I don’t know about you, but I usually think of peppers as something that gets sautéed — either in a stir fry or put into a frittata. But with the abundance of peppers, I decided to do some canning reminiscent of my husband Jonathan’s Texas roots. It didn’t take too much thinking to plan two awesome uses for the abundance of peppers: 1. Pickled jalapeños and 2. Red pepper jelly.
This was such an obvious choice. A good number of Tex-Mex restaurants (check out this great conversation with Tex-Mex expert Robb Walsh at point 22:24) serve pickled jalapeños with their chips and salsa. They are pretty ubiquitous and put on top of nachos and into quesadillas. They add an intense spice and sourness to what are heavy and cheesy dishes.
Some carrots and other vegetables can be used as well (more commonly called jalapeños en escabeche).
The great thing about this and any other pickling recipe is how easy it is to make. Simply make the brine and pour it over the chopped jalapeños in a jar. I find pickles that are made strictly with vinegar to be overwhelmingly sour, so I decided to use this recipe, which mixes it up a bit. For complexity, I also added a few garlic cloves to each jar and a sprinkling of pickling spices (a mix of peppercorns, bay leaves and cumin seeds).
One important tip: when cutting any kind of hot pepper, use plastic surgical gloves. This is a must.
10 -12 fresh jalapeño peppers
3/4 cup rice wine vinegar
1/2 cup distilled white vinegar
1/2 teaspoon pickling salt
1 teaspoon granulated sugar
Sterilize jars by boiling them for ten minutes in a hot water bath. Put in a 250-degree oven to keep sterile.
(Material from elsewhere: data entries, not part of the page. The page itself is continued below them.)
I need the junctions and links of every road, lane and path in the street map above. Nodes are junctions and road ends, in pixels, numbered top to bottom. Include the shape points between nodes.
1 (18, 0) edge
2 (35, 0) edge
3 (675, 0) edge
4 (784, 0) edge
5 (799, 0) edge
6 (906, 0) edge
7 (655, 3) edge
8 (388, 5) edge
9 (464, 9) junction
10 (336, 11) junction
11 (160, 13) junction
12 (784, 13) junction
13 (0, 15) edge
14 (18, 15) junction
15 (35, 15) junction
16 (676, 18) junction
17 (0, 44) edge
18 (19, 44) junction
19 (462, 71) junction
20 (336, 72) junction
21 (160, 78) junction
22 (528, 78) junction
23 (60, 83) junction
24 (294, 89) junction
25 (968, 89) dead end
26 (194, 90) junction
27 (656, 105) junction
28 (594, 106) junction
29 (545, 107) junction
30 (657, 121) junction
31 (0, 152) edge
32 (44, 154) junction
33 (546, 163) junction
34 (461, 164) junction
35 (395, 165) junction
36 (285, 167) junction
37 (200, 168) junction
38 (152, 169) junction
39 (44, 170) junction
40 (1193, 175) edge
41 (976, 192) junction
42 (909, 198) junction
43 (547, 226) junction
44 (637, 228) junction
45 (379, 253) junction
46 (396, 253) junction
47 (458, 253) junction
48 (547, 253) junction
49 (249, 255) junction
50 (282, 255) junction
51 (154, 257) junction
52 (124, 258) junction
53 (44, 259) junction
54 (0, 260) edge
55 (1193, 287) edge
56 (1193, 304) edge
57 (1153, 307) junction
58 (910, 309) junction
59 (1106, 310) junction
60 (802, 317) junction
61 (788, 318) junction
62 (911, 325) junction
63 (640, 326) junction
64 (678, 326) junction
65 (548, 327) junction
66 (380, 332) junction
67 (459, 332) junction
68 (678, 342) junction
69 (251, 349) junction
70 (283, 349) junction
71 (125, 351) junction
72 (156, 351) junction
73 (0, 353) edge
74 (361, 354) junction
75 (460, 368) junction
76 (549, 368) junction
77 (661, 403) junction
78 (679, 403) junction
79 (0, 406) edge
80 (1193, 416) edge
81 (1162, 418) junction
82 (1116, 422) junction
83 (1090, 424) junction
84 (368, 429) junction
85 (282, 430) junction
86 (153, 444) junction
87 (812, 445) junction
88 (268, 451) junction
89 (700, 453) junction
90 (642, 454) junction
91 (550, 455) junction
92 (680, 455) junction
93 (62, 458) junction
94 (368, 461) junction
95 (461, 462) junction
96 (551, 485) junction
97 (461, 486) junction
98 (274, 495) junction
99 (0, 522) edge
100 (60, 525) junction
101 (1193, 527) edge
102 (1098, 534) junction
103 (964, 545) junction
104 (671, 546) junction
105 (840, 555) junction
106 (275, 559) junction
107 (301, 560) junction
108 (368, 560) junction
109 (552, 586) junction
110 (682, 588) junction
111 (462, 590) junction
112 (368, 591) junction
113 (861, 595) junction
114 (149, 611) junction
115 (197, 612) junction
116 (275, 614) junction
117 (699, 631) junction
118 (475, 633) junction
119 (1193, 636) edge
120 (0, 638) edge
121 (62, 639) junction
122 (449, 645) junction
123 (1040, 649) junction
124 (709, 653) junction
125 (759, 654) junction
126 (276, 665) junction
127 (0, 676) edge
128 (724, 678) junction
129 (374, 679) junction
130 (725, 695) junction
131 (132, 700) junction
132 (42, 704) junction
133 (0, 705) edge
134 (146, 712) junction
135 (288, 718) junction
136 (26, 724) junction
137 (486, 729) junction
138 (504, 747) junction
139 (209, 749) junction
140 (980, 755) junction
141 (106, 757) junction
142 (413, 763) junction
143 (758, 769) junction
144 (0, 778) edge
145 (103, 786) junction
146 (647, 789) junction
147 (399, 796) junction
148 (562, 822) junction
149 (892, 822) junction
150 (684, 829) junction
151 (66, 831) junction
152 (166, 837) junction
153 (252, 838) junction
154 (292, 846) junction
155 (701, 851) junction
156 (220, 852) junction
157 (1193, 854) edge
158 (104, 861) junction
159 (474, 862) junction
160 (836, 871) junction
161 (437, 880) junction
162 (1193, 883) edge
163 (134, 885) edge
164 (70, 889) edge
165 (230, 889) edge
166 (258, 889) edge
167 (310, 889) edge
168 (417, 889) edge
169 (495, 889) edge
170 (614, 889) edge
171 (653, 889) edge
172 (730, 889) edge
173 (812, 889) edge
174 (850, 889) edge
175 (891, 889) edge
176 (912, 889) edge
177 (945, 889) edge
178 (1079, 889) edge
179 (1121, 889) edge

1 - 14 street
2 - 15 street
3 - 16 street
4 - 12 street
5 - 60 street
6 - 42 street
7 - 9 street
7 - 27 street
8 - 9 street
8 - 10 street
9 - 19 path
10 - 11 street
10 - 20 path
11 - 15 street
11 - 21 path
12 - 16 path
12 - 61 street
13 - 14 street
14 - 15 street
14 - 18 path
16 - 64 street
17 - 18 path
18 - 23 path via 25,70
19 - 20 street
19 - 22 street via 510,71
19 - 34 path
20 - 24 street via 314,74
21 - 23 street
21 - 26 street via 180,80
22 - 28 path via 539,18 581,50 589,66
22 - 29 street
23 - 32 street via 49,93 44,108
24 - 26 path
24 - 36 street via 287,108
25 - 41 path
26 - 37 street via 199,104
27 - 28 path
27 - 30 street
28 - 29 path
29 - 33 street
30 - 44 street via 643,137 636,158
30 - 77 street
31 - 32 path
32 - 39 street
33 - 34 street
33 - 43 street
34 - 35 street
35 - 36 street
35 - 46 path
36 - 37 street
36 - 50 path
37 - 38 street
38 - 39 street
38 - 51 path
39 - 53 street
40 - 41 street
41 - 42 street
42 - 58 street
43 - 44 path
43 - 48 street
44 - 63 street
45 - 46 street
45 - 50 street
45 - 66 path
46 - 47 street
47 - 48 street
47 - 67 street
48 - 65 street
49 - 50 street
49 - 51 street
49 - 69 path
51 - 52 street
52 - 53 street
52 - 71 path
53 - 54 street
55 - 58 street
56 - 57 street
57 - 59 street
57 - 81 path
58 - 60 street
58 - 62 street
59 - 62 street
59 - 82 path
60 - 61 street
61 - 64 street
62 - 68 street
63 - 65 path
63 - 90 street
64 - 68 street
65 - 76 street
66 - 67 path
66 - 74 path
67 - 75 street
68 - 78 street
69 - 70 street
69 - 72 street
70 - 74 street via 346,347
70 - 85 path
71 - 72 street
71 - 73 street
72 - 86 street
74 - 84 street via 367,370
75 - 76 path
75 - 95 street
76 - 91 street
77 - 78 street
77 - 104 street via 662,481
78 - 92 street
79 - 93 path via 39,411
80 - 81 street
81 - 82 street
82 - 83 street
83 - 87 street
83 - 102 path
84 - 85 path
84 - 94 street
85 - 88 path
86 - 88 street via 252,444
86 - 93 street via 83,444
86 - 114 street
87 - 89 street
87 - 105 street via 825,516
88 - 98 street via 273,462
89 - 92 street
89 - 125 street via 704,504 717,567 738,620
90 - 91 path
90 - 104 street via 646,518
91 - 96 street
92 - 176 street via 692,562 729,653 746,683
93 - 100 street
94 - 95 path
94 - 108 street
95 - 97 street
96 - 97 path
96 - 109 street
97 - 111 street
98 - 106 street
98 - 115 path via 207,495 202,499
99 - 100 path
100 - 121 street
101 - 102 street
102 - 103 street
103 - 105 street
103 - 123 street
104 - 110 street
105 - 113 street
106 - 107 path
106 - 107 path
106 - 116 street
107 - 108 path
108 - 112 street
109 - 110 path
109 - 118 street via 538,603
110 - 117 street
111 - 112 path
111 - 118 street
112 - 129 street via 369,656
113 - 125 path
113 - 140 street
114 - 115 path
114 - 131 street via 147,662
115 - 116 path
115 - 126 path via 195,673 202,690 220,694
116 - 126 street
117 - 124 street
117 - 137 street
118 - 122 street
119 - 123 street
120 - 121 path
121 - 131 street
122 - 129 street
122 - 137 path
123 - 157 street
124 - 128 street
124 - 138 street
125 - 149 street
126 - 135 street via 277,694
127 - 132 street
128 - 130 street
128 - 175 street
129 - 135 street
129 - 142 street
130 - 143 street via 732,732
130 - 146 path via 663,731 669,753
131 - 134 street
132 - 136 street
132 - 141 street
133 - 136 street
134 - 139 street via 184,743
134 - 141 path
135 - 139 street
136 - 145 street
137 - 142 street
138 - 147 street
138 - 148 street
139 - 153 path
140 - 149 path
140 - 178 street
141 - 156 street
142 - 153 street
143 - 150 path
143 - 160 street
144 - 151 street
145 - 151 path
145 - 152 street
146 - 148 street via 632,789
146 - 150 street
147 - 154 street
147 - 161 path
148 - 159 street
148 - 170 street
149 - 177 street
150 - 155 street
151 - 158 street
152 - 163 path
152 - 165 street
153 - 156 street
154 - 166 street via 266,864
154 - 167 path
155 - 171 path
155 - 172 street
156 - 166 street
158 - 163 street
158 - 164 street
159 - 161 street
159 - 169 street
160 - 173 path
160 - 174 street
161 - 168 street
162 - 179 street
Cut jalapeños into rings about ½ inch thick. I used the cutting to also remove some seeds and membranes from the peppers to reduce the heat.
Bring remaining ingredients to a boil in a small saucepan, then pour in the chilis and simmer for 5 minutes. Fill the jars with the jalapenos and then pour the pickling liquid on top, leaving a 1/2-inch headspace. Wipe rims, put on lids and rings, and process ten minutes in a boiling water bath.
One bonus of this recipe is that the vinegar solution is very spicy. I like to use it as a substitute for hot pepper sauce.
Red Pepper Jelly
This is another Texas classic. Red pepper jelly is a perfect combination of sweet and sour that is akin to that syrupy Thai sweet chili sauce that accompanies wontons. The ultimate southern combination is a block of cream cheese slathered with red pepper jelly to be spread on top of a Triscuit.
While the recipe calls for cherry bomb or Fresno peppers, you can substitute any other hot pepper. I used a bag of assorted hot peppers from the farmers’ market, not really knowing what kind they were. You could use habañeros or scotch bonnets.
The key is to assiduously take the seeds and membranes out. You can a tiny amount of the seeds if you want the jelly spicy, but really that stuff is incendiary. I modified this recipe for the jelly.
5 hot bomb peppers or Fresno chiles, stemmed and chopped with seeds removed
2 large red bell peppers, stemmed, seeded and chopped
3 cups sugar
2 cups apple cider vinegar
Half a 9-ounce packet powdered pectin, such as Sure Gel
Place the peppers in a food processor and process until completely broken down. Transfer to a cheesecloth or clean towel and squeeze tightly to remove any excess liquid.
Add the sugar, vinegar and peppers to a heavy-bottomed saucepan over medium-high heat and bring to a rolling boil, 4 to 6 minutes. Whisk in the pectin and watch the mixture carefully, stirring occasionally, to prevent from boiling over. Use the plate test to make sure that the jelly has thickened.
Pour the mixture into six 1/2-pint properly sterilized jars (see above). Process in a boiling water bath for 10 minutes to sterilize and seal. Jars should then be inverted to prevent the peppers from settling at the bottom. Cool completely before storing in the refrigerator. The jelly will continue to thicken as it cools.